Figure 2 A connectionless UDP session
Another protocol, called
UDP, or User Datagram Protocol, is a commonly used connectionless protocol. Like TCP, UDP defines a protocol for how data is sent across a network. Unlike TCP, UDP does not specify any particular connection for data to flow, making it possible to broadcast data to an entire network of computers rather than a single connected computer. A simple UDP session may look like that depicted in Figure 2, above.
In Figure 2, the characters that make up the string ‘HELLO’ are sent in a specific order, but not through any specific route. It is up to the data packets themselves to find their way to their final destination. Therefore, they arrive in the order in which they get there, which is not necessarily the order in which they were sent. For instance, say the “H” packet takes a certain route to its destination computer. Halfway there, it gets bogged down in traffic and must be rerouted. Packets “E”, “L”, and “L” are then sent on their way as well. By the time the “O” packet is sent, traffic has cleared up on the original route taken by “H”, and it has a clean trip to its destination. Immediately after “O” makes it to its destination, “E”, “L”, and “L” arrive. Finally, the leading “H” packet arrives, after being rerouted halfway across the world. The receiving computer can now reassemble the message into its original form. We don’t need to get into how this is done, since it is taken care of automatically by the underlying hardware and software. What you will need to know is how the various network protocols can be established and used.

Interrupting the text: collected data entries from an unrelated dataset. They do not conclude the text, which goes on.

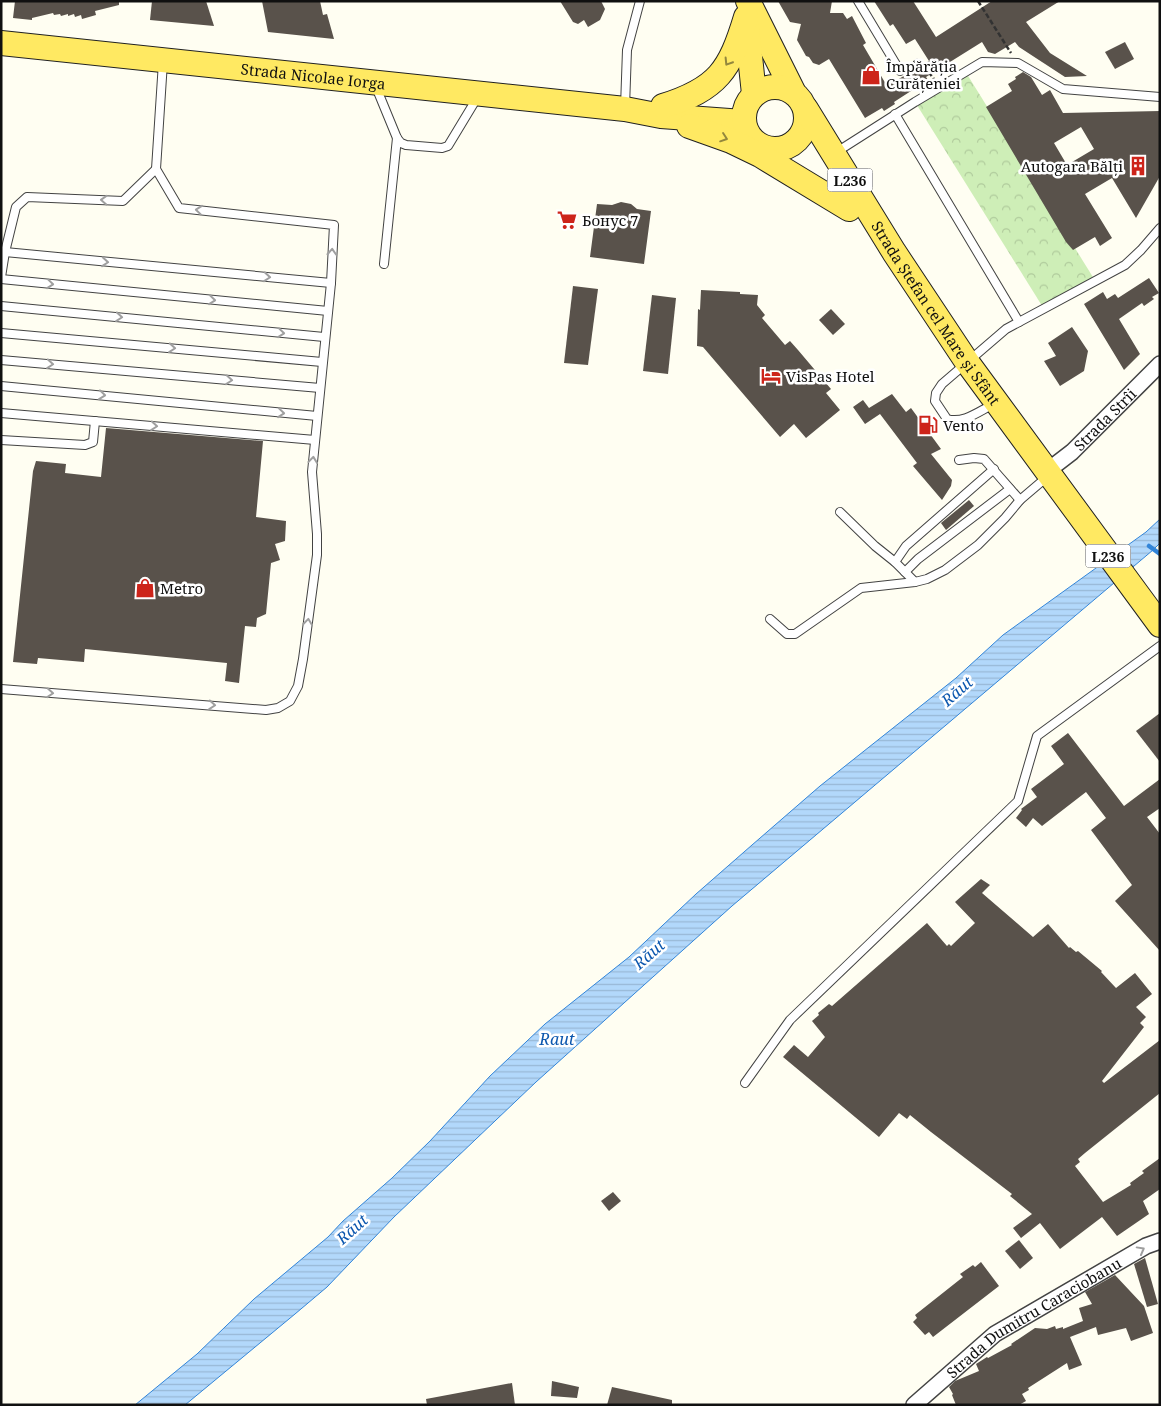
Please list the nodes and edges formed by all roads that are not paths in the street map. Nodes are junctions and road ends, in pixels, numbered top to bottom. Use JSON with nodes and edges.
{"nodes":[{"id":1,"x":640,"y":1,"type":"edge"},
{"id":2,"x":858,"y":1,"type":"edge"},
{"id":3,"x":747,"y":6,"type":"edge"},
{"id":4,"x":1,"y":43,"type":"edge"},
{"id":5,"x":164,"y":60,"type":"junction"},
{"id":6,"x":900,"y":71,"type":"road end"},
{"id":7,"x":374,"y":82,"type":"junction"},
{"id":8,"x":480,"y":94,"type":"junction"},
{"id":9,"x":1160,"y":97,"type":"edge"},
{"id":10,"x":799,"y":100,"type":"junction"},
{"id":11,"x":625,"y":109,"type":"junction"},
{"id":12,"x":747,"y":109,"type":"junction"},
{"id":13,"x":662,"y":111,"type":"junction"},
{"id":14,"x":895,"y":114,"type":"junction"},
{"id":15,"x":397,"y":138,"type":"junction"},
{"id":16,"x":772,"y":149,"type":"junction"},
{"id":17,"x":834,"y":154,"type":"junction"},
{"id":18,"x":156,"y":169,"type":"junction"},
{"id":19,"x":849,"y":209,"type":"junction"},
{"id":20,"x":1160,"y":228,"type":"edge"},
{"id":21,"x":5,"y":252,"type":"junction"},
{"id":22,"x":894,"y":252,"type":"junction"},
{"id":23,"x":384,"y":264,"type":"dead end"},
{"id":24,"x":1,"y":278,"type":"edge"},
{"id":25,"x":331,"y":283,"type":"junction"},
{"id":26,"x":1,"y":306,"type":"edge"},
{"id":27,"x":328,"y":311,"type":"junction"},
{"id":28,"x":1019,"y":322,"type":"junction"},
{"id":29,"x":1,"y":333,"type":"edge"},
{"id":30,"x":324,"y":337,"type":"junction"},
{"id":31,"x":1,"y":360,"type":"edge"},
{"id":32,"x":322,"y":362,"type":"junction"},
{"id":33,"x":967,"y":362,"type":"junction"},
{"id":34,"x":1160,"y":364,"type":"edge"},
{"id":35,"x":1,"y":386,"type":"edge"},
{"id":36,"x":320,"y":388,"type":"junction"},
{"id":37,"x":996,"y":402,"type":"junction"},
{"id":38,"x":1,"y":413,"type":"edge"},
{"id":39,"x":317,"y":416,"type":"junction"},
{"id":40,"x":95,"y":421,"type":"junction"},
{"id":41,"x":1,"y":440,"type":"edge"},
{"id":42,"x":315,"y":440,"type":"junction"},
{"id":43,"x":959,"y":460,"type":"dead end"},
{"id":44,"x":994,"y":469,"type":"junction"},
{"id":45,"x":1048,"y":474,"type":"junction"},
{"id":46,"x":1010,"y":489,"type":"junction"},
{"id":47,"x":1020,"y":500,"type":"junction"},
{"id":48,"x":840,"y":512,"type":"dead end"},
{"id":49,"x":895,"y":562,"type":"junction"},
{"id":50,"x":905,"y":572,"type":"junction"},
{"id":51,"x":914,"y":582,"type":"junction"},
{"id":52,"x":770,"y":619,"type":"dead end"},
{"id":53,"x":1160,"y":625,"type":"edge"},
{"id":54,"x":1160,"y":646,"type":"edge"},
{"id":55,"x":1,"y":689,"type":"edge"},
{"id":56,"x":745,"y":1083,"type":"dead end"},
{"id":57,"x":1160,"y":1241,"type":"edge"},
{"id":58,"x":914,"y":1405,"type":"edge"}],
"edges":[{"from":1,"to":11,"type":"lane"},
{"from":2,"to":6,"type":"lane"},
{"from":3,"to":10,"type":"main road","name":"Strada Ștefan cel Mare și Sfânt"},
{"from":3,"to":12,"type":"main road"},
{"from":3,"to":13,"type":"main road","one_way":true},
{"from":4,"to":5,"type":"main road","name":"Strada Nicolae Iorga"},
{"from":5,"to":7,"type":"main road","name":"Strada Nicolae Iorga"},
{"from":5,"to":18,"type":"lane"},
{"from":7,"to":8,"type":"main road","name":"Strada Nicolae Iorga"},
{"from":7,"to":15,"type":"lane"},
{"from":8,"to":11,"type":"main road","name":"Strada Nicolae Iorga"},
{"from":8,"to":15,"type":"lane"},
{"from":9,"to":14,"type":"lane"},
{"from":10,"to":12,"type":"main road"},
{"from":10,"to":16,"type":"main road"},
{"from":10,"to":17,"type":"main road","name":"Strada Ștefan cel Mare și Sfânt","number":"L236"},
{"from":11,"to":13,"type":"main road","name":"Strada Nicolae Iorga"},
{"from":12,"to":13,"type":"main road","name":"Strada Nicolae Iorga"},
{"from":12,"to":16,"type":"main road","number":"L236"},
{"from":13,"to":19,"type":"main road","one_way":true},
{"from":14,"to":17,"type":"lane"},
{"from":14,"to":28,"type":"lane"},
{"from":15,"to":23,"type":"lane"},
{"from":16,"to":19,"type":"main road","number":"L236"},
{"from":17,"to":22,"type":"main road","name":"Strada Ștefan cel Mare și Sfânt","number":"L236"},
{"from":18,"to":21,"type":"lane","one_way":true},
{"from":25,"to":18,"type":"lane","one_way":true},
{"from":19,"to":22,"type":"main road","number":"L236"},
{"from":20,"to":28,"type":"lane"},
{"from":21,"to":24,"type":"lane"},
{"from":21,"to":25,"type":"lane","one_way":true},
{"from":22,"to":33,"type":"main road","name":"Strada Ștefan cel Mare și Sfânt"},
{"from":24,"to":27,"type":"lane","one_way":true},
{"from":25,"to":27,"type":"lane"},
{"from":26,"to":30,"type":"lane","one_way":true},
{"from":27,"to":30,"type":"lane"},
{"from":28,"to":33,"type":"lane"},
{"from":29,"to":32,"type":"lane","one_way":true},
{"from":30,"to":32,"type":"lane"},
{"from":31,"to":36,"type":"lane","one_way":true},
{"from":32,"to":36,"type":"lane"},
{"from":33,"to":37,"type":"main road","name":"Strada Ștefan cel Mare și Sfânt"},
{"from":33,"to":37,"type":"lane"},
{"from":34,"to":45,"type":"street","name":"Strada Strîi"},
{"from":35,"to":39,"type":"lane","one_way":true},
{"from":36,"to":39,"type":"lane"},
{"from":37,"to":45,"type":"main road","name":"Strada Ștefan cel Mare și Sfânt"},
{"from":38,"to":40,"type":"lane"},
{"from":39,"to":42,"type":"lane"},
{"from":40,"to":41,"type":"lane"},
{"from":40,"to":42,"type":"lane","one_way":true},
{"from":55,"to":42,"type":"lane","one_way":true},
{"from":43,"to":44,"type":"lane"},
{"from":44,"to":46,"type":"lane"},
{"from":44,"to":49,"type":"lane"},
{"from":45,"to":47,"type":"lane"},
{"from":45,"to":53,"type":"main road","name":"Strada Ștefan cel Mare și Sfânt","number":"L236"},
{"from":46,"to":47,"type":"lane"},
{"from":46,"to":50,"type":"lane"},
{"from":47,"to":51,"type":"lane"},
{"from":48,"to":49,"type":"lane"},
{"from":49,"to":50,"type":"lane"},
{"from":50,"to":51,"type":"lane"},
{"from":51,"to":52,"type":"lane"},
{"from":54,"to":56,"type":"lane"},
{"from":58,"to":57,"type":"street","name":"Strada Dumitru Caraciobanu","one_way":true}]}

Note that data sent over a UDP connection will generally be faster, since data is free to find its own route to the destination. However, UDP is also less reliable since packets can be lost and are not acknowledged in any particular way.
Now that you know some of the protocols for establishing network connections, you need a way to actually address and deliver the data. Since we are dealing with networking within the Internet, it only makes sense to use the Internet Protocol, or IP. IP specifies both the format for data to be sent as well as the addressing system. IP data packets are also referred to as datagrams and include both the data to be sent as well as the destination address. Think of it in terms of the postal system—a piece of mail is a packet containing both data (the message) as well as the destination address (usually the name, street, city, state, and ZIP code of the receiver). Mail is then sent through a specific protocol, whether it is FedEx, UPS, or the good old-fashioned government mailing service.
You are already very familiar with the addressing scheme used by IP, whether you know it or not. IP uses both dotted quad as well as domain naming schemes to address data packets. Dotted quad notation contains 32 bits of information about the recipient and comes in the form xxx.xxx.xxx.xxx. Here, xxx refers to an eight-bit number ranging from 0 to 256. Therefore, 208.186.46.20 is one valid example of an address in dotted quad format. I won’t get into what these numbers mean here; as long as you can get the current Internet address from the host computer, you will have what you need to make the connection.
As I mentioned above, IP addressing also comes in a domain name flavor. The Internet address java.sun.com is one example of a domain name. Since it is generally easier for humans to remember words than numbers, domain names are used just as a convenience for people to remember. Domain names can be converted into machine-readable dotted quad form by a DNS, or Domain Name System, server. If one server does not know how to resolve an address, it will ask the next one, and so on until the address is resolved. So when you type “
http://java.sun.com/” into your Web browser, the DNS will automatically convert it to
http://192.18.97.71 for you. Try typing in both of these address formats in separate Web browsers; you’ll find that they refer to the exact same place.